Many of the defectors were encouraged to speak to intelligence officials
by Ahmad Chalabi, head of the Iraqi National Congress, an exile group
with close ties to the White House. There continue to be deep divisions
in Washington over the value of information from defectors associated
with Chalabi's group.
"The Pentagon's Defense Intelligence Agency has been the most
receptive to the defectors intelligence, saying that defectors are
critical to penetrating Iraq's deceptive practices. The CIA has often
been dismissive of the defectors and questioned their credibility,
according to administration officials," the Times reported.
As lawmakers in Washington begin investigations into the accuracy
of pre-war intelligence, they should question whether the White House
and the Pentagon used dubious information from Iraqi defectors to
help sway public opinion in supporting the war and whether some of
that information was included in Bush's State of the Union address
in January.
Five days before President's Bush's State of the Union Speech Jan.
28, Wolfowitz spoke to the Council of Foreign Relations in New York
and credited Iraqi defectors with providing the Pentagon and other
U.S. "intelligence agencies" much of the information on
Iraq's secret weapons programs that has long been dismissed by military
personnel in Iraq as unreliable.
Wolfowitz said in his Jan. 23, presentation to the Council of Foreign
Relations that it was Iraqi defectors who told the CIA and the Pentagon
about mobile trailers in Iraq that were allegedly used to produce
biological weapons.
"We know about that capability from defectors and other sources,"
Wolfowitz said during his speech.
"For a great body of what we need to know, we are very dependent
on traditional methods of intelligence that is to say, human beings
who are either deliberately or inadvertently communicating to us."
Secretary of State Colin Powell in his February presentation to the
United Nations where he was trying to win support for war, pointed
to the trailers as evidence of Iraq's secret weapons program.
When the trailers were found in May, President Bush, Secretary of
Defense Donald Rumsfeld and National Security Adviser Condoleezza
Rice were quick to point out that the trailers were used to produce
lethal chemical weapons, even though no traces of any chemical weapons
were found inside the trailers.
But the State Department in a June 2 classified memorandum disputed
the conclusion that the trailers were used to cook up deadly weapons.
United Nations weapons inspectors said that the trailers were likely
used to produce hydrogen for weather balloons.

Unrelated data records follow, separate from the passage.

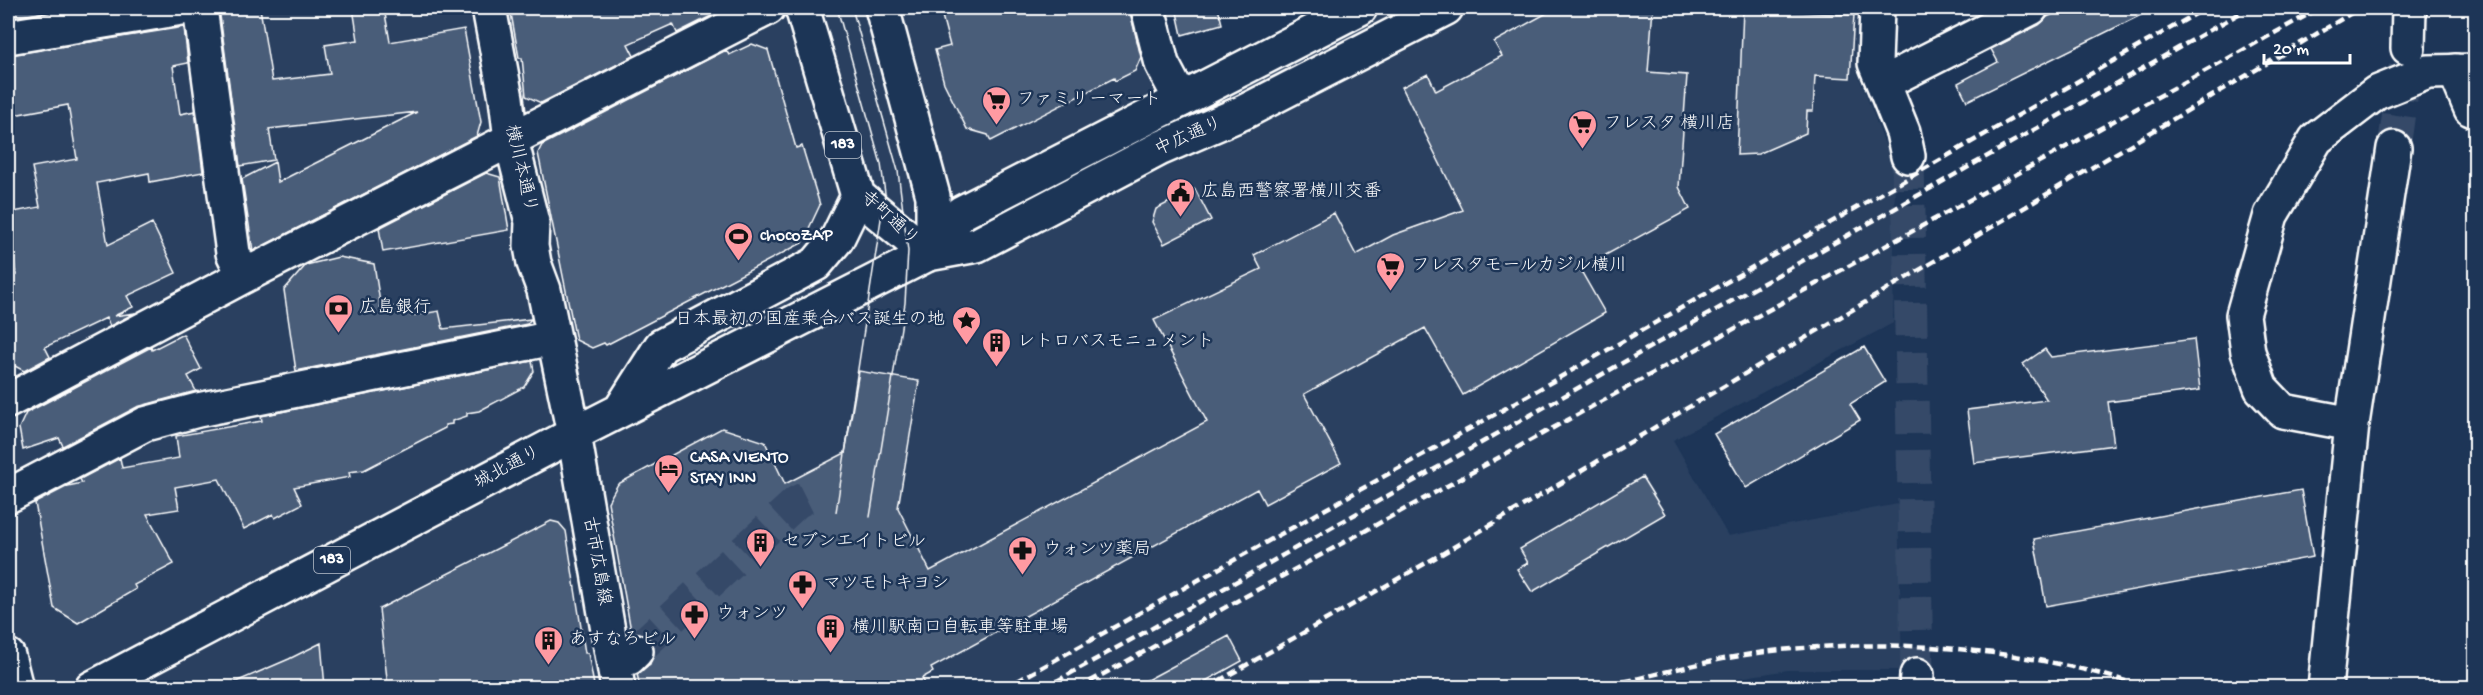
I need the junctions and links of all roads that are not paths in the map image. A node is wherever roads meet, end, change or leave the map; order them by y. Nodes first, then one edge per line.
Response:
1 (182, 8) edge
2 (200, 8) edge
3 (489, 8) edge
4 (768, 8) edge
5 (802, 8) edge
6 (882, 8) edge
7 (1148, 8) edge
8 (1446, 8) edge
9 (1877, 8) edge
10 (2031, 8) edge
11 (2409, 8) edge
12 (1342, 12) edge
13 (8, 37) edge
14 (2408, 48) tunnel mouth
15 (1351, 57) junction
16 (2465, 70) edge
17 (1885, 82) junction
18 (1181, 100) junction
19 (2475, 111) edge
20 (511, 140) junction
21 (2394, 148) tunnel mouth
22 (1908, 156) tunnel mouth
23 (858, 196) junction
24 (928, 254) junction
25 (244, 276) junction
26 (553, 338) junction
27 (8, 401) edge
28 (621, 410) junction
29 (2352, 424) junction
30 (574, 434) junction
31 (8, 496) edge
32 (8, 656) edge
33 (628, 665) edge
34 (16, 687) edge
35 (92, 687) edge
36 (2325, 687) edge

1 - 13 main road
2 - 25 main road
3 - 20 main road, 横川本通り
4 - 20 main road
5 - 23 main road, 寺町通り / 183
6 - 24 main road, 寺町通り
7 - 18 main road
8 - 15 main road, 中広通り
9 - 17 main road
10 - 17 main road
11 - 14 main road
12 - 15 main road
12 - 18 main road
15 - 24 main road, 中広通り
16 - 19 main road
16 - 29 main road
17 - 22 main road
18 - 24 main road
20 - 25 main road
20 - 26 main road, 横川本通り
21 - 29 main road
23 - 24 main road, 寺町通り
23 - 28 main road
24 - 28 main road, 城北通り / 183
25 - 27 main road
26 - 30 main road, 横川本通り
26 - 31 main road
28 - 30 main road, 城北通り / 183
29 - 36 main road
30 - 33 main road, 古市広島線
30 - 35 main road, 城北通り / 183
32 - 34 main road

Prior to the war in March, Wolfowitz said some of the most valuable
information it received came from Adnan Ihsan Saeed al-Haideri, a
contractor who escaped Iraq in the summer of 2001. He told American
officials that chemical and biological weapons laboratories were hidden
beneath hospitals and inside presidential palaces and he provided
documents to back up some of his other assertions about Iraq's weapons
programs.
In December and January, the White House highlighted Haideri's claims
against Iraq in a report called "Iraq; A Decade of Deception
and Defiance" and in a fact sheet on Iraq posted on the White
Houses web site. But when U.S. forces searched the hospitals and presidential
palaces where Haideri said weapons were hidden they found nothing,
not even evidence that weapons had ever been there.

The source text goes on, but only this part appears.